Kanuni ile Pargalı aynı yatağı paylaşırdı iddiası

Kanuni ile Pargalı aynı yatağı paylaşırdı iddiası
4 Aralık 2012 11:34

Muhteşem Yüzyılla başlayan “tarihi gerçekler” tartışmasına yeni bir isim daha eklendi.

Yazar Nedim Gürsel, Bugünkü Yurt Gazetesi’nde Erdoğan’ın diziyle ilgili çıkışlarını “abesle
iştigal”
olarak değerlendirdi.

Başbakan Tayyip Erdoğan’ın başlattığı
“Muhteşem Yüzyıl” polemiğine bir cevap da yurtdışında yaşayan
yazarlardan Nedim Gürsel’den geldi. Başbakanın çıkışlarını; Fatih Sultan
Mehmet’i romanlaştıran yazar Gürsel’e sorduk. Fransa’da yaşayan ünlü
yazar, “Boğazkesen” romanını nasıl ele aldığını da anlattı.

Tarihi roman yazmış bir yazar olarak sormam gerekir. Başbakanın,
Muhteşem Yüzyıl dizisi hakkında söylediklerini nasıl karşılıyorsunuz?

Tam anlamıyla abesle iştigal. Bu açıklamasıyla başbakan “otoriter
demokrasi”
anlayışım da açığa vurmuş oldu. Konuyu yargıya götürmeyi
öneriyor. Demek ki “şimdengeru” padişahların hal ve davranışlarını
yazmak için yargıya başvurmak durumunda kalacağız.


FATİH KURGU DEĞİL

Siz Fatih Sultan Mehmet’in romanını yazdınız ve
orada Fatih’in biseksüel olduğu apaçık ortada, bunun tarihsel bir doğru
olduğunu nasıl açıklıyorsunuz. Yoksa tamamen sizin yarattığınız bir
Fatih mi?

Elbette benim yarattığım bir tipleme değil.
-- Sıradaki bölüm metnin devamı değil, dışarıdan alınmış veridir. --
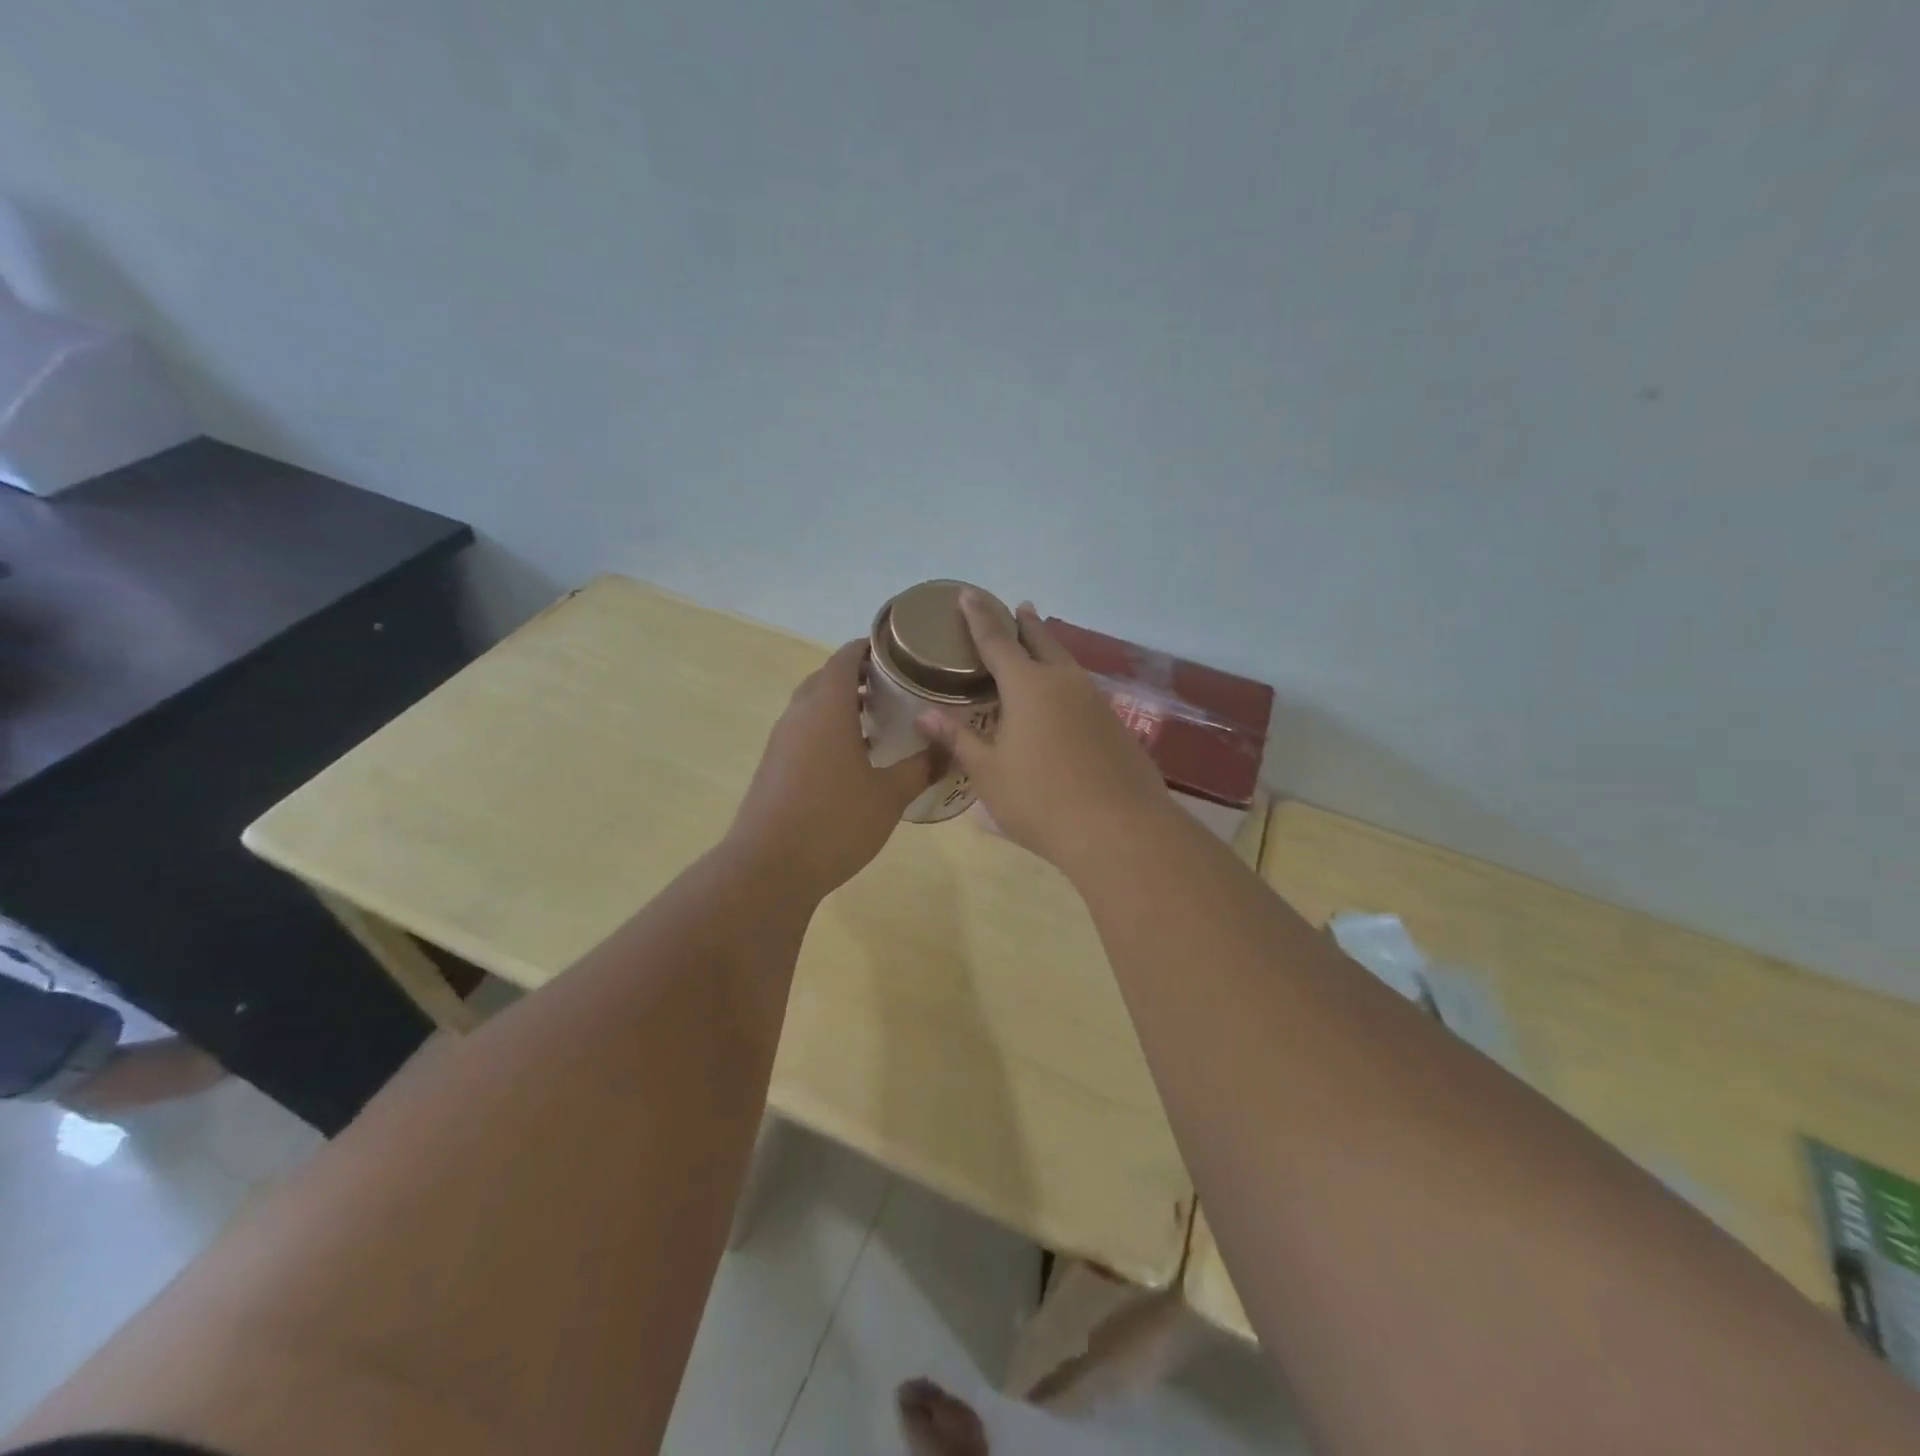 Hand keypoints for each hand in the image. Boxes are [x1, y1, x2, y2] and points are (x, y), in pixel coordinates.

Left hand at [728, 639, 938, 900]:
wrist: (768, 869)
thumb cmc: (834, 823)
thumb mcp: (889, 796)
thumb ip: (921, 767)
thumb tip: (950, 748)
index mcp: (827, 708)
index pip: (845, 658)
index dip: (869, 647)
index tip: (899, 651)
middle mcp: (799, 715)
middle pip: (826, 678)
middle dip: (858, 675)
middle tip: (895, 686)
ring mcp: (781, 741)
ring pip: (812, 705)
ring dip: (841, 703)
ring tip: (878, 720)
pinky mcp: (773, 766)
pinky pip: (803, 731)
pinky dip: (827, 728)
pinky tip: (852, 757)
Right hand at [915, 592, 1171, 872]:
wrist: (1119, 830)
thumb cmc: (1040, 800)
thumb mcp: (989, 772)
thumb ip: (958, 739)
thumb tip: (924, 714)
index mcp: (1028, 686)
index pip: (996, 640)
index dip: (979, 617)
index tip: (967, 593)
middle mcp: (1065, 682)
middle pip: (1041, 642)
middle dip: (1025, 624)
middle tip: (1017, 607)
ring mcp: (1095, 702)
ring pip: (1067, 664)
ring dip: (1050, 649)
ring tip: (1039, 644)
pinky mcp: (1115, 725)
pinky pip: (1082, 690)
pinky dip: (1065, 682)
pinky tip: (1064, 700)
Uzun süre Türkçe’ye çevrilmeyen Babinger’in Fatih monografisinden yararlandım.

Ayrıca konu Dukas tarihinde de ele alınıyor.

Başka kaynaklar da zikredebilirim. Ama bu kadarının yeterli olduğunu sanıyorum.

SÜLEYMAN BİSEKSÜELDİ

Kanuni Sultan Süleyman ile Makbul İbrahim
Paşa arasında da bir sevda ilişkisi olduğu söylenir, bu konuda sizin
bildiklerin nelerdir?

Kanuni dönemi uzmanı değilim ama “Muhteşem Süleyman”ın, önce makbul
sonra maktul olan İbrahim Paşa ile aynı yatakta uyuduklarını Osmanlı
vakanuvisleri bile yazıyor.

Bir romancı ya da senarist, tarihi bir dönemi kurguladığı romanında tarihi gerçeklere uymak zorunda mıdır?

Eğer tarihsel gerçeklerden yola çıkmak iddiasındaysa evet. Ama
tarihin boşluklarını kendi hayal gücüyle doldurabilir. Ben Boğazkesen’de
popüler anlamda bir tarihsel roman yazmadım. Böyle bir romanın nasıl
yazılabileceğini göstermeye çalıştım.